Most human nuclear reactors were fission reactors, which packed unstable elements tightly together so that the splitting packets combined with others, producing a chain reaction. Fusion reactors crammed together two relatively stable wave packets into one massively discordant jumble. The resultant mess radiated hard in its attempt to cast off the incompatible frequencies.
Both these processes were inefficient in the extreme. The way the disrupter technology worked was different. Since every particle is composed of a specific set of vibrational frequencies, it merely had to know what those frequencies were.
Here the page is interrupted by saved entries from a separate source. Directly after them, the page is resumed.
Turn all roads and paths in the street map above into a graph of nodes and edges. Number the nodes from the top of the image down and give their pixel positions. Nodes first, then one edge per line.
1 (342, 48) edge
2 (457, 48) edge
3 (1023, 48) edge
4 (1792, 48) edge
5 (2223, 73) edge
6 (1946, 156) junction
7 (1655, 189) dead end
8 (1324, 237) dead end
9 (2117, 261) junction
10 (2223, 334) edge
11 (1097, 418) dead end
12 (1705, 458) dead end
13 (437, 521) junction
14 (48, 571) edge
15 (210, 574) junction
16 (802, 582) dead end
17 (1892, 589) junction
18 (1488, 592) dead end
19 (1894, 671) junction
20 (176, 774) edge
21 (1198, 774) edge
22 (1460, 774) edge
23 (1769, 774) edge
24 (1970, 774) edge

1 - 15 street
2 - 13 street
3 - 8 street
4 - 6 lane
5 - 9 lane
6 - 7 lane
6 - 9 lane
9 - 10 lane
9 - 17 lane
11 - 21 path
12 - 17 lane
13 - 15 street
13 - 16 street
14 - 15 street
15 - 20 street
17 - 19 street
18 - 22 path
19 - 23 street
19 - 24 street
Then it could send a complete set of canceling frequencies, an anti-packet, which would result in an instantaneous and total release of all energy. Or it could cancel selected frequencies in the particle, resulting in controlled instability, which bled off energy at a controlled rate.
The disrupter cell could do either equally well. It could use any type of matter as fuel, although some elemental wave packets were easier to manipulate than others. Its other function was to collect the energy that had been released from the particle and pass that energy to the ship's systems. There was no need for energy storage. Matter was the stored energy.
Actually, that was not completely correct. The disrupters did require energy to start the entire process once they had been shut down. It was the one thing that had worried Raul about this test. The ship had a store of energy reserves, but these had been heavily depleted by Raul's worm fiber experimentation. And even though a single disrupter cell was tiny, there was a risk that attempting to restart the repaired cell could drain the remainder of those shipboard reserves.
Fortunately, that had not happened. Now he had power. It wouldn't be enough to let him do everything he wanted, but it would increase the amount of time he could operate the systems.
There was something he needed, and this was going to help him get it.
Raul crawled higher along the wall, the set of umbilical cables that dangled from his amputated legs trailing along behind him. Extracting a specially designed tool from a hidden niche, Raul returned to the floor, propping himself against the near wall.
Taking a deep breath, he brought the instrument down to his leg stumps, slicing deeply into the skin around the umbilical. Dr. Stephenson’s crude connections had served their purpose. It was now time to establish a more complete linkage with the ship. Besides, a tail was no fitting appendage for a child of God.